Acer nipponicum, occasionally called the Nippon maple, is a species of maple native to Japan. It belongs to the Acer section Parviflora.

==Description and range==
Acer nipponicum is a medium-sized deciduous tree, growing to between 15 and 20 m and averaging 18 m tall. The branches and trunk have a smooth grey bark, while young twigs are a smooth, slightly lustrous dark green. The flowers of A. nipponicum are generally andromonoecious, but some trees in groves occasionally are androecious, having only male flowers. Wild specimens flower from about Late June and continue through late July depending on elevation, with trees growing at lower elevation starting to bloom in mid June, and some trees flowering through to early August. The species is found in mountainous regions on the islands of Honshu, Shikoku, and Kyushu in Japan at elevations ranging from 500 to 2000 m. The northernmost groves are near Mount Hachimantai and Mount Iwate in Iwate Prefecture on Honshu. The southernmost groves are in the southeast corner of Kumamoto Prefecture on Kyushu.

==Classification==
A ribosomal DNA study of Acer species in 2006 placed A. nipponicum along with the related A.caudatum near the base of the phylogenetic trees recovered. A. nipponicum is suggested to be closely related to two of the extinct species of Acer placed in the section Parviflora by paleobotanists Jack Wolfe and Toshimasa Tanai. The species A. browni and A. smileyi were both described by Wolfe and Tanai in 1987 from groups of fossils found in western North America.

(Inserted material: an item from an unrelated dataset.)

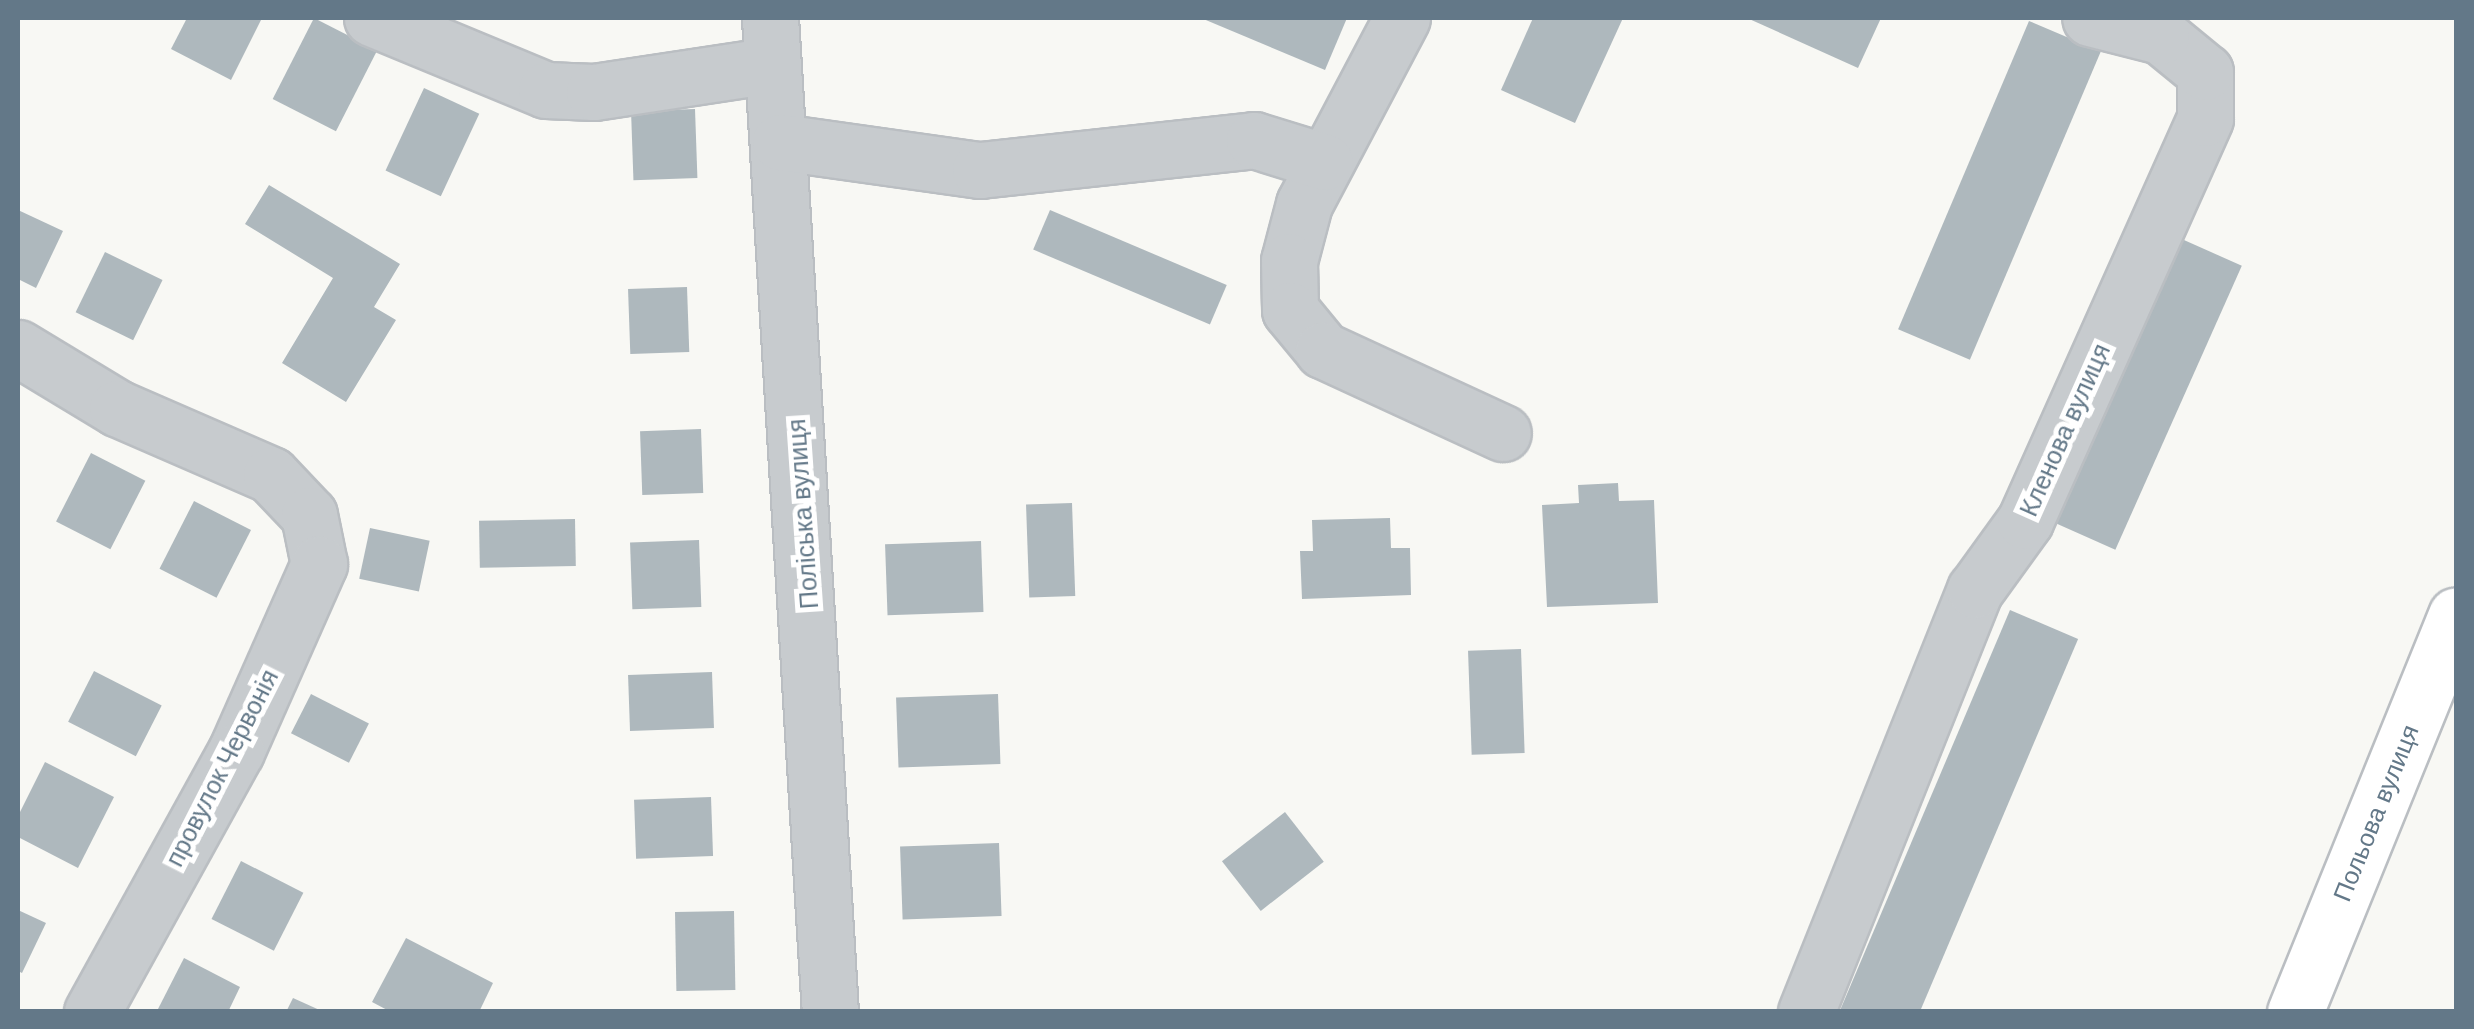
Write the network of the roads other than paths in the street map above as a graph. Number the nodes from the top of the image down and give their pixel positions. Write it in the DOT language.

The slightly older species A. smileyi is suggested by Wolfe and Tanai to have been closer in relation to A. nipponicum than A. browni based on the leaf morphology.

==History==
The species was first described by Adrien René Franchet and Paul Amedée Ludovic Savatier as Acer parviflorum in 1877. This name was already taken, having been used in the earlier description of Acer parviflorum by Jakob Friedrich Ehrhart, which in turn is a synonym of Acer spicatum. Noting this situation, in 1938 Hermann Albrecht Hesse renamed the species to Acer brevilobum, but because this renaming was published thirteen days after Hiroshi Hara published his renaming of the species to Acer nipponicum, the A. nipponicum name has priority.